Patrick. My brother had two PSMA Lu treatments in Sydney. His numerous bone mets all but disappeared, with only a small spot on a rib remaining. As an author of a couple of books on PCa, I was surprised that they didn't zap this remaining zone with SBRT or give him a third Lu injection (pricey!). His PSA had dropped to near zero. 18 mths later (Nov 18) his PSA was 9 and has now doubled. He is having another Lu injection next week and is again starting Enzalutamide.
It seems that if Psa goes real low after Lu177, and PsMa scans show very few "PsMa avid" lesions, there is Pca still present, but its at a lower amount and not enough to attract Lu177 after more Lu177. So having say 3 Lu177 shots can means the 3rd does not do much, so its money wasted.
But just what happens later when Psa rises is not always clear because
it could be mutated, and not respond to more lu177. Or the higher Psa is due to mets that were so small for first two Lu177 shots that they did not show up in PsMa scans and did not get much Lu177 but they might now be seen because they have grown bigger but the scans should show all this by being compared. SBRT is just more fancy EBRT and it has side effects that are always bad later.
I had Calypso IMRT at Epworth for 31Gy to PG and to 2 lymph nodes near oesophagus in 2016. This was salvation RT and I was first in Oz to be done where my primary treatment was EBRT and ADT, which did not work very well probably because the Pca has spread to hundreds of places before diagnosis of Gleason 9+9 in 2009 with Psa at only 6.0. ADT did most suppression of both Pca in PG and all the mets.
Cost of the EBRT at Epworth was $26,000 plus scans plus cost of living in Melbourne for 5 weeks. But Epworth paid accommodation at Ryder-Cheshire, and the 2 upper lymph nodes were about $5,000 in the total.
Medicare coughed up %12,000, so the lymph nodes alone may have been $8,000, with less time, but with Medicare maybe 1/2 the cost of a LU177 shot at $9,600 each, plus trip from Canberra to Sydney, and no medicare. All that any man can do is pay for what's available and hope for best.
Die early if you can't pay.
You say your brother has Psa doubling rate of about 3 weeks. That is terrifying.

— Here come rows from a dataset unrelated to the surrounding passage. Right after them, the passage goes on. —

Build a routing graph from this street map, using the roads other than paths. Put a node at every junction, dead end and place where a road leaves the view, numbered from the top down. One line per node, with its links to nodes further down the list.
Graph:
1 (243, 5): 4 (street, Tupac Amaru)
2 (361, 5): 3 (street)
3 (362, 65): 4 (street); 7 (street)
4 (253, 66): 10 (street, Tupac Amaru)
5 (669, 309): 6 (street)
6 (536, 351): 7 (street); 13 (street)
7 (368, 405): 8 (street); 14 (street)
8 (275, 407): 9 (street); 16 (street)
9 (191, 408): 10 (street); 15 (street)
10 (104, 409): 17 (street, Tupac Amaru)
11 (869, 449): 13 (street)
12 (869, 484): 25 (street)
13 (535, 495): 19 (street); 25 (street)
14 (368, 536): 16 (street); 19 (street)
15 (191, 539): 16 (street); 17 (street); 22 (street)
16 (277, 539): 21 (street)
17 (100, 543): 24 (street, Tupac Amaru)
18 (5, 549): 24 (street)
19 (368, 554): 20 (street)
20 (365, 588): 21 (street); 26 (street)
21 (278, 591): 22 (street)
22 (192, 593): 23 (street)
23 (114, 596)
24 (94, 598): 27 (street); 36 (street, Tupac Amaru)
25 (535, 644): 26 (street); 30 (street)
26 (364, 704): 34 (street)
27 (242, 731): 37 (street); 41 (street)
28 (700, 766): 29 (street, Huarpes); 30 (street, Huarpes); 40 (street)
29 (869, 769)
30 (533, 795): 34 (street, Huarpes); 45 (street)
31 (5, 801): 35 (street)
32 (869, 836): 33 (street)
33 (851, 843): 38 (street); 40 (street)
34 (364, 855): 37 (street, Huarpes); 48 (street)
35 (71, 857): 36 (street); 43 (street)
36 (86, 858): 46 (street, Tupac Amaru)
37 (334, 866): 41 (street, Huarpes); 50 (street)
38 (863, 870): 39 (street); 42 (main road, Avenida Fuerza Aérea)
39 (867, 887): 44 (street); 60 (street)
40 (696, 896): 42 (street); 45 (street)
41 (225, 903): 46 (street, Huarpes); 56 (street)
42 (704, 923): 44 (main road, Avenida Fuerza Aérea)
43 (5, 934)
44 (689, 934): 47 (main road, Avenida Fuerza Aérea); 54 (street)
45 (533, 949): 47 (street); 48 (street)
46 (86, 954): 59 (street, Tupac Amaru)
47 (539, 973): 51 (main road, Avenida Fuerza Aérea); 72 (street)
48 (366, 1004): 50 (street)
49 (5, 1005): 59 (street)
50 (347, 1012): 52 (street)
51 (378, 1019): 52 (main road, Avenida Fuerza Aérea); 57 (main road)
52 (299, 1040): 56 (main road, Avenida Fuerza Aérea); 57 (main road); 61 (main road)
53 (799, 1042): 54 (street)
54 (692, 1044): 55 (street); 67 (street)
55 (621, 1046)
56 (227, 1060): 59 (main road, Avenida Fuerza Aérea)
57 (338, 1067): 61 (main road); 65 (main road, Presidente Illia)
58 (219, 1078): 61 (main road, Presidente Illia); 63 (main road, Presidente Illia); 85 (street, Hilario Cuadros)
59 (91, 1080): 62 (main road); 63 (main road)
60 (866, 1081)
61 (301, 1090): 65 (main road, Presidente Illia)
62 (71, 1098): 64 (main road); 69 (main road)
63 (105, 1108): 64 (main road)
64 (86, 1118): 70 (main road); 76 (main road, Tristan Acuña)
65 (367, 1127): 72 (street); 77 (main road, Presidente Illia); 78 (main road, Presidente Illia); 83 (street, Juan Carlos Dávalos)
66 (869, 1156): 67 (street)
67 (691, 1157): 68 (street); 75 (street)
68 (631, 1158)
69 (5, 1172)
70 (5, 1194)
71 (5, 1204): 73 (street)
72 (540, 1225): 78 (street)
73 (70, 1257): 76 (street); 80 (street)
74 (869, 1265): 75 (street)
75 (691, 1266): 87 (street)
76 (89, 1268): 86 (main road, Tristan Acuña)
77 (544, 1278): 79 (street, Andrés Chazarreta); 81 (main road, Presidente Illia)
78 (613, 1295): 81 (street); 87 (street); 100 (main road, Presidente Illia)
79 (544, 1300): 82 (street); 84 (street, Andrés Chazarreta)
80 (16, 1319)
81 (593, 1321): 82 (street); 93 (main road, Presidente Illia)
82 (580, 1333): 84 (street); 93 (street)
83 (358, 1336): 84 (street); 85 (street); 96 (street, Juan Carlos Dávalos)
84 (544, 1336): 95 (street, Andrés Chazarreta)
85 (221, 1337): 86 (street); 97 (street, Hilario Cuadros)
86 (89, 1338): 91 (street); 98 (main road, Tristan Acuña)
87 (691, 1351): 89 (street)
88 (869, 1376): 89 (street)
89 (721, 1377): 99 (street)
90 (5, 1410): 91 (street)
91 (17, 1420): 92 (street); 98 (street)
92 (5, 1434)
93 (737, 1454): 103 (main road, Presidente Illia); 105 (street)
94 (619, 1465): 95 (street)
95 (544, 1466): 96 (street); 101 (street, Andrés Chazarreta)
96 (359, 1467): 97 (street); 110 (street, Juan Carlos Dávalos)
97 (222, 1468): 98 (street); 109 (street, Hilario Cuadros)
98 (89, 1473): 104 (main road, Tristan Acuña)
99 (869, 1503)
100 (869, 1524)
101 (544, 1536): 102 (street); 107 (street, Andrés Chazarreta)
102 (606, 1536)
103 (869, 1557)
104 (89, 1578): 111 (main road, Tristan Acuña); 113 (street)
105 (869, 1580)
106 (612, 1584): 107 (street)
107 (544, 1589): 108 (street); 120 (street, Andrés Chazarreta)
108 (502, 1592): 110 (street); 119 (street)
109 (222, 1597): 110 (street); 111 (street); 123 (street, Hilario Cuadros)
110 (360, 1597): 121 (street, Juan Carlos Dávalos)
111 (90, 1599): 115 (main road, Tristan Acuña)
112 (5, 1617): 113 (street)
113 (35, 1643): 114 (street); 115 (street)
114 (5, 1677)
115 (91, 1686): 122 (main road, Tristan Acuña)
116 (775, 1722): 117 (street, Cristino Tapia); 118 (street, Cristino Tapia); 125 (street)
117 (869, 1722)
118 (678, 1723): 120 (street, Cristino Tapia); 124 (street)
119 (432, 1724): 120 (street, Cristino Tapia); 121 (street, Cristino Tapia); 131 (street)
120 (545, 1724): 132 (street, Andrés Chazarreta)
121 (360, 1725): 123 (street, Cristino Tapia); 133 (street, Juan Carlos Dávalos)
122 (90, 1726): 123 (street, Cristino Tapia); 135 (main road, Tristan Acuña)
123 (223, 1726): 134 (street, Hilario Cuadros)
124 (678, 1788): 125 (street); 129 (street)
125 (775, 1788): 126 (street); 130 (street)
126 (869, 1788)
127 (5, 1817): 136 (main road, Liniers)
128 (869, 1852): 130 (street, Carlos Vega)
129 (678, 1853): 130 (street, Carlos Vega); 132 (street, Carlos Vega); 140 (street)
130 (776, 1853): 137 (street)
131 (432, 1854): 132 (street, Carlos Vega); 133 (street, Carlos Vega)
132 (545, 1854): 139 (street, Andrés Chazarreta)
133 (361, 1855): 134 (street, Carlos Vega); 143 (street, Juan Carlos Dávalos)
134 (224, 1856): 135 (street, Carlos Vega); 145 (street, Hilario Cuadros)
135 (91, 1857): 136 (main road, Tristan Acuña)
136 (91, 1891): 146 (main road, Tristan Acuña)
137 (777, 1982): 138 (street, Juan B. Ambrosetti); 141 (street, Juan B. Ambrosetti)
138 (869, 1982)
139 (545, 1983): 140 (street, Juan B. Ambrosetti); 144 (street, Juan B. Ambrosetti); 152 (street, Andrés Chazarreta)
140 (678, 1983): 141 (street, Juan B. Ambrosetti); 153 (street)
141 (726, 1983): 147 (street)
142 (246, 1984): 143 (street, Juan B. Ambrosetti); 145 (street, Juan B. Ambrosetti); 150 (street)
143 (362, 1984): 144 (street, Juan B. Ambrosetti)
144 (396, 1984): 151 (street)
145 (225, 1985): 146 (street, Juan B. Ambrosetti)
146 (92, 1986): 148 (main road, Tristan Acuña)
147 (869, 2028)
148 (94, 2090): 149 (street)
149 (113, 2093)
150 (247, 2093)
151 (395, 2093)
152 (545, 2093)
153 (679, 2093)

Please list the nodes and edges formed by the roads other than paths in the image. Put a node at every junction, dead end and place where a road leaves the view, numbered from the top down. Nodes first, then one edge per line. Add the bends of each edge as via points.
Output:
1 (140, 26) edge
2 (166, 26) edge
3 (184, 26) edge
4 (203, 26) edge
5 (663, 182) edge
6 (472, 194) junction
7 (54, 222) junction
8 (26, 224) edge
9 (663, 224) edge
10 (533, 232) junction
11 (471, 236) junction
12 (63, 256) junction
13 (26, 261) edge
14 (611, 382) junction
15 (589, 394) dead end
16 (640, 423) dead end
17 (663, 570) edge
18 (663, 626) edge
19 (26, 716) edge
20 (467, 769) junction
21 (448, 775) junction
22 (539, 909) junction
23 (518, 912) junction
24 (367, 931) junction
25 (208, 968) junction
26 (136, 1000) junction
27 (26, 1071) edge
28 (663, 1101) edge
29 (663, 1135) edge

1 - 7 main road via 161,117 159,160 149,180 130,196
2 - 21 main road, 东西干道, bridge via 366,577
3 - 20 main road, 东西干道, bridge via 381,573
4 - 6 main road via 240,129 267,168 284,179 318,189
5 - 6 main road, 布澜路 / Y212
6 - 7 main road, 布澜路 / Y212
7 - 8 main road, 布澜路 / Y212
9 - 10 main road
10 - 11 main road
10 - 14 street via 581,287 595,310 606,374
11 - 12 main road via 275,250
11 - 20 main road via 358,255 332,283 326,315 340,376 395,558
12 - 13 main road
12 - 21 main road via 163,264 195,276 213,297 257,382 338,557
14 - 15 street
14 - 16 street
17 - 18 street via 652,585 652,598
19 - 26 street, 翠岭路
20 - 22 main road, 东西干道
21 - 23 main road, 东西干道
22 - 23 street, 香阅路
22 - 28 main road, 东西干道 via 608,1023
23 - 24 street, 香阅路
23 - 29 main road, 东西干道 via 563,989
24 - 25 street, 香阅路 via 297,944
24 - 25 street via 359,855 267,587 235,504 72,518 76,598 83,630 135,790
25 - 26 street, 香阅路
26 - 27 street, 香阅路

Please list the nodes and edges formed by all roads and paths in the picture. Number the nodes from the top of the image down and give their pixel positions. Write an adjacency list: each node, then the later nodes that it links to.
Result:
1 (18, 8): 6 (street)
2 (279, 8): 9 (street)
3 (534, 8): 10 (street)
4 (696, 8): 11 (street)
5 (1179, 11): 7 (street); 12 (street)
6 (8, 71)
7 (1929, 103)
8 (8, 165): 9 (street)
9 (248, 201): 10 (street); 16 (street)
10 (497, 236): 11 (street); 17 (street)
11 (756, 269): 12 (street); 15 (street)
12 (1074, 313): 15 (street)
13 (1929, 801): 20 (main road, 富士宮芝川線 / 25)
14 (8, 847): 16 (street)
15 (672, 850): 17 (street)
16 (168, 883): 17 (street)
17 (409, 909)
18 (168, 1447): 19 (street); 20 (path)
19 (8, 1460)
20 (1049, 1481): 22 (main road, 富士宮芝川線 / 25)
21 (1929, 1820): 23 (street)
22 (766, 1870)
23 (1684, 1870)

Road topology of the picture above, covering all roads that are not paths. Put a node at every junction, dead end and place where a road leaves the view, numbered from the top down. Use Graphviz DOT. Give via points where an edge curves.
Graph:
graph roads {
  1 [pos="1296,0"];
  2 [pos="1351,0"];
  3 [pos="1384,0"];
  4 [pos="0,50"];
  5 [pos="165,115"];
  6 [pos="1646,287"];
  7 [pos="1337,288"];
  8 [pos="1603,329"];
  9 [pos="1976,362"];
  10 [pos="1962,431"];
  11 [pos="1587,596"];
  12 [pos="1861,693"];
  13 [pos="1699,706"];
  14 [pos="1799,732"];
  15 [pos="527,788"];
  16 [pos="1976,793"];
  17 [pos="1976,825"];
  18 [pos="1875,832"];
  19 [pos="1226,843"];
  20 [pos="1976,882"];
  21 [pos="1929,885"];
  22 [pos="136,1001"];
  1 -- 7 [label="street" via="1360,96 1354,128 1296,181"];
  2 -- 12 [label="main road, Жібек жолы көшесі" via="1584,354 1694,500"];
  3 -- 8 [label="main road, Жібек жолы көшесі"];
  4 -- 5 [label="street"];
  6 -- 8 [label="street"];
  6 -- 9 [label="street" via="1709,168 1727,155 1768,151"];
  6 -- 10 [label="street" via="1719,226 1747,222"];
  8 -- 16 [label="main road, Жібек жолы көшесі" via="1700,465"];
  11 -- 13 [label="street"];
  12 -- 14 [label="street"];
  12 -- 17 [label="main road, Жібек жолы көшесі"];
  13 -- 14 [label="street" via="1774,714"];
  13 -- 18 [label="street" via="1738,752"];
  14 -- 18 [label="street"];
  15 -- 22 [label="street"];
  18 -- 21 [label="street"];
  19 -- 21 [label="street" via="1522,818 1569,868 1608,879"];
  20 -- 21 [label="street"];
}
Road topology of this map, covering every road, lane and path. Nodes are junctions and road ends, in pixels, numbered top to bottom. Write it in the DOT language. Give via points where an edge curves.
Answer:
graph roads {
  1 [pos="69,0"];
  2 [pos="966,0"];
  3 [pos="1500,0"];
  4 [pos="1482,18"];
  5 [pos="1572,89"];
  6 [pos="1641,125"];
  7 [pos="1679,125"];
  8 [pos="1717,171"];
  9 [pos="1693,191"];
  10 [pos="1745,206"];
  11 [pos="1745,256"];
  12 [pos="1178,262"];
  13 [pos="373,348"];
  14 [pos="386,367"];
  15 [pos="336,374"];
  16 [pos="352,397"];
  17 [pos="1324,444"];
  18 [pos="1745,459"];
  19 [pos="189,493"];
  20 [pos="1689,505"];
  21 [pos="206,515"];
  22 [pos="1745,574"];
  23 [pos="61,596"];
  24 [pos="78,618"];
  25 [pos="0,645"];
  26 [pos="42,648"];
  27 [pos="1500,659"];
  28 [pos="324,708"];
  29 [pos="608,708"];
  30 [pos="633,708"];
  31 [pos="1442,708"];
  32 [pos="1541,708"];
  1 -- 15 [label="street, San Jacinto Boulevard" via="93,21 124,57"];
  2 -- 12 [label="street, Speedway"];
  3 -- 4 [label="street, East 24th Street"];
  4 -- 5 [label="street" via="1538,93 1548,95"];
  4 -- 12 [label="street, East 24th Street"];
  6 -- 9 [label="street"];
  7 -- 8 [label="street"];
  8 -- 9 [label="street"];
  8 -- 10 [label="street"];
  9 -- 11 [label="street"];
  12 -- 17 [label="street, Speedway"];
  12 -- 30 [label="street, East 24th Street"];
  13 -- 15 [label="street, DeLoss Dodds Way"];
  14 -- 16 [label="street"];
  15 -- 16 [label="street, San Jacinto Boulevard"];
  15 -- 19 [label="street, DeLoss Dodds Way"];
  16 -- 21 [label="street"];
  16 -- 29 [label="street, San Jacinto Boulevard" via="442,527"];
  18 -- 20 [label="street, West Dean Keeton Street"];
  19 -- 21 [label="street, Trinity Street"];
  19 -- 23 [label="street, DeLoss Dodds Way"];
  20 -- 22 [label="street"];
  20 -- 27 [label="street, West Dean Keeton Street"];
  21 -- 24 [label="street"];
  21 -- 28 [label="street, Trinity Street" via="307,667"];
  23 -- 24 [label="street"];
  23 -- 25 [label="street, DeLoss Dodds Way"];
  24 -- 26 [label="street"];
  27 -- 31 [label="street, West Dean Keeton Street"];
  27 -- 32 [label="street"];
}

I hope whatever he choses will work, but not having delays of treatment would be important, and often the way a cancer "wins" is where the treatment seems to work initially, but cancer grows so fast between treatments that treatments cannot be repeated more often and then have less effect...... and there is no time to have cancer DNA analyzed for best possible chemo. I face a similar outcome where I end up having to admit there is no point having any more treatment.
But your brother seemed to get 18mths respite, and mean time is 14mths for Lu177. I know I am certain about uncertainties now.
Patrick Turner.
Thanks for sharing your story. Wishing you much success
Linda, Genomic sequencing determined I had a HBM of 253 nu, qualified me for several clinical trials and checkpoint inhibitor Blockade immunotherapy PDL1 Keytruda..I'm 6 yrs into treatment 50 infusions and I'm in Complete Durable Clinical Remission NED.
Hello Hotrod65I’ve been following your story both here and on the internet. It’s outstanding! My dad has just had his second infusion of Keytruda. Do you remember how long it took to see positive results such as PSA decrease? His PSA rose after the first infusion. I was wondering if the medication is cumulative and needs more time to work. We are hoping for good results based on genetic MSH3 mutation, and somatic MSH2, POLD1 mutations.